[Task to complete] Select and copy out every line in the records containing "Drive".

Data excerpts:
========
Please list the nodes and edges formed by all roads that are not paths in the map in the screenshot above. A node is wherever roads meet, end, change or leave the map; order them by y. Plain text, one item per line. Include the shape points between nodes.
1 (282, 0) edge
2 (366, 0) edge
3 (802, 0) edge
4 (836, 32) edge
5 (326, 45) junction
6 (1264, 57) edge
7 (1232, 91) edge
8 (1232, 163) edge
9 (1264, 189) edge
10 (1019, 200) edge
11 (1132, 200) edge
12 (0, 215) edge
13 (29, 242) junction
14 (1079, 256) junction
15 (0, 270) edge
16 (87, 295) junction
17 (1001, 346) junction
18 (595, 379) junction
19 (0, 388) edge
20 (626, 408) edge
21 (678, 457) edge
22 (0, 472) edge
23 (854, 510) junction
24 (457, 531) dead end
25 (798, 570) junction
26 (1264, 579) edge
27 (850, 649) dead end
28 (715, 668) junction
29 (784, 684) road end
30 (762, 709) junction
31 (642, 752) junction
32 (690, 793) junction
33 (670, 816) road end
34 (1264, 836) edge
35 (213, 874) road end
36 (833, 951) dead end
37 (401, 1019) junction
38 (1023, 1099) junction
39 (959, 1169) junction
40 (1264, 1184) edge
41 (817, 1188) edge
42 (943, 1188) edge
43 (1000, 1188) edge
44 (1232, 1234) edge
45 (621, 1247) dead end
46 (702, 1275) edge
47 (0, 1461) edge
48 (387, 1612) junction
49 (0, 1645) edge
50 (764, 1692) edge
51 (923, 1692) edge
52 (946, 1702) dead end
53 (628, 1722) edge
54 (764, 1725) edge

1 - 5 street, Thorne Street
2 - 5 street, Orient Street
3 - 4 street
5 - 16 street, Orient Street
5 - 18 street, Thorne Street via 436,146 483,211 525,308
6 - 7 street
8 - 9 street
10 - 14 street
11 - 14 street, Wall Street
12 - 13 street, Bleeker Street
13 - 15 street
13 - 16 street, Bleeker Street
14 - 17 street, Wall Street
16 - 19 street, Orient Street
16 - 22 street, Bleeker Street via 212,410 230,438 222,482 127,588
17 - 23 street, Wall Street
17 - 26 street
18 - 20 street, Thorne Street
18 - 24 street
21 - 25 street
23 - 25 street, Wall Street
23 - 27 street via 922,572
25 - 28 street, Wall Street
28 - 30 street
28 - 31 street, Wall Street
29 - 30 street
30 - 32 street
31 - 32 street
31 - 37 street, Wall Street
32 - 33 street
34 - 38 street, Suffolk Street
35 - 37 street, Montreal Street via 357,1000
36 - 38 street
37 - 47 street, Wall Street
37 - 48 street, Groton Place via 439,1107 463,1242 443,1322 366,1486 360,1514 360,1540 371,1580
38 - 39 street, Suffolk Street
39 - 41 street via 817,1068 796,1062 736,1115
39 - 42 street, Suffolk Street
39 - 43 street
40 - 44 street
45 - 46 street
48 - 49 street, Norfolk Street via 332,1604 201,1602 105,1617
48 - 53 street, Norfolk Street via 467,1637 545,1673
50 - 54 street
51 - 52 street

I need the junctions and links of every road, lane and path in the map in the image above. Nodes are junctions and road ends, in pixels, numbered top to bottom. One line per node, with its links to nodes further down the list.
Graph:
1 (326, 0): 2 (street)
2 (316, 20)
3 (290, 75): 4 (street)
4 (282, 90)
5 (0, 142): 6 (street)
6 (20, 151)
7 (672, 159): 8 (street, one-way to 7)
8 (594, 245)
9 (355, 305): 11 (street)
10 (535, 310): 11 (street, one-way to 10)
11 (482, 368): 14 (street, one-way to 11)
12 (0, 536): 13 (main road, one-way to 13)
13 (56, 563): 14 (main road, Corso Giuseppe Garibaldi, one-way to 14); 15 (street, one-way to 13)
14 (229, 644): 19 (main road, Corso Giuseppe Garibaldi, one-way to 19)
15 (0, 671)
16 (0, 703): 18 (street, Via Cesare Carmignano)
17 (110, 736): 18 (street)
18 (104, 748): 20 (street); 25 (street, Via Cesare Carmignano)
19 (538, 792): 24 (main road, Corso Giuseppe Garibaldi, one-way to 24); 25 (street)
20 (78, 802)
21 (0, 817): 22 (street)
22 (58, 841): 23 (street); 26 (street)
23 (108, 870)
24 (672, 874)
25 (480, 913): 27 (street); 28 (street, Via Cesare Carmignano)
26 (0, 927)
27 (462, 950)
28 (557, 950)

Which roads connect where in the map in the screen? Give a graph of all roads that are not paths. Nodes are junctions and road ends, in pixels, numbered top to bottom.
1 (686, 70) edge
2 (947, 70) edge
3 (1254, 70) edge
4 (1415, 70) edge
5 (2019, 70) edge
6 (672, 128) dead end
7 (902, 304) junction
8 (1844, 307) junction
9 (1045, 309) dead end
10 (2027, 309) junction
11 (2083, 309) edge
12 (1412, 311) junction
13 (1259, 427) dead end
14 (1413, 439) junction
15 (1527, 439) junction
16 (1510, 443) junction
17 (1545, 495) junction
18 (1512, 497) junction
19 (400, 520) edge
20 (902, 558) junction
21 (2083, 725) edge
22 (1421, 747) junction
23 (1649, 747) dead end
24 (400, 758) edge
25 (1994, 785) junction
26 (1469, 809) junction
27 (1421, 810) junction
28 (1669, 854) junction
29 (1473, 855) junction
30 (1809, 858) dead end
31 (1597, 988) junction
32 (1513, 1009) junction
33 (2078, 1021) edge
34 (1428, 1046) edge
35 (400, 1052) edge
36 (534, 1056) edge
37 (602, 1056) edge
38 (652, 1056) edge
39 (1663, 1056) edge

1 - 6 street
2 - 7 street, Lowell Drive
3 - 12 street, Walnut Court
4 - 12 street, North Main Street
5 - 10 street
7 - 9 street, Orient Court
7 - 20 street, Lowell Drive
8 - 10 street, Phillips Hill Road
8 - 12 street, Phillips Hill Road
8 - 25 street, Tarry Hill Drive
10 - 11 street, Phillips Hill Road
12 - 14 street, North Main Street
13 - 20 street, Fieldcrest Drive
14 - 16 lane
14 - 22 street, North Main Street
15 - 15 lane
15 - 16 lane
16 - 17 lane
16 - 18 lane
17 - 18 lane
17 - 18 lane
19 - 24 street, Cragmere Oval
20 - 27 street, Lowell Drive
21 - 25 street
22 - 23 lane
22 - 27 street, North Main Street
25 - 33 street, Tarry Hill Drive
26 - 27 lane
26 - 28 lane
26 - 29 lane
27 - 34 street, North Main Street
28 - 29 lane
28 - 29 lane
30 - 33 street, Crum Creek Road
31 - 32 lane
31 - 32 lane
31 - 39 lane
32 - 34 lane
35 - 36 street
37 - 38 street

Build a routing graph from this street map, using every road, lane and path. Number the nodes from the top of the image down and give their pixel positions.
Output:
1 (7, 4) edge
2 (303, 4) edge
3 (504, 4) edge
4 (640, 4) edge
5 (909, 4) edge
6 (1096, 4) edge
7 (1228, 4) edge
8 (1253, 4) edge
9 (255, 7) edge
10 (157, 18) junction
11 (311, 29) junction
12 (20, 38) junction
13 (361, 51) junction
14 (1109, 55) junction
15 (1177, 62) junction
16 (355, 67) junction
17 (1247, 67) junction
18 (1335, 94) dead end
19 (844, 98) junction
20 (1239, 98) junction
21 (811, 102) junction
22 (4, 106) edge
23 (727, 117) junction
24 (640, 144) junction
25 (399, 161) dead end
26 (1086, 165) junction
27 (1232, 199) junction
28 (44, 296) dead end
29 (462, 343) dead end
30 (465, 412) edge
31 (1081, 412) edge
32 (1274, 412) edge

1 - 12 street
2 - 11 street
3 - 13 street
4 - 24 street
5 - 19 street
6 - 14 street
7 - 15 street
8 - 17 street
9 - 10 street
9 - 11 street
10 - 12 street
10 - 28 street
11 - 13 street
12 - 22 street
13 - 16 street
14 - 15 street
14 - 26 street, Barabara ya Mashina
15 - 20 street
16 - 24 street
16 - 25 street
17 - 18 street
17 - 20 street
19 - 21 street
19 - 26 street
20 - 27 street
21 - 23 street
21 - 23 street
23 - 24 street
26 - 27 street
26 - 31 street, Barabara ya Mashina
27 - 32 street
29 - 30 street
========
[Written reply]
2 - 7 street, Lowell Drive
7 - 20 street, Lowell Drive
8 - 25 street, Tarry Hill Drive
13 - 20 street, Fieldcrest Drive
20 - 27 street, Lowell Drive
25 - 33 street, Tarry Hill Drive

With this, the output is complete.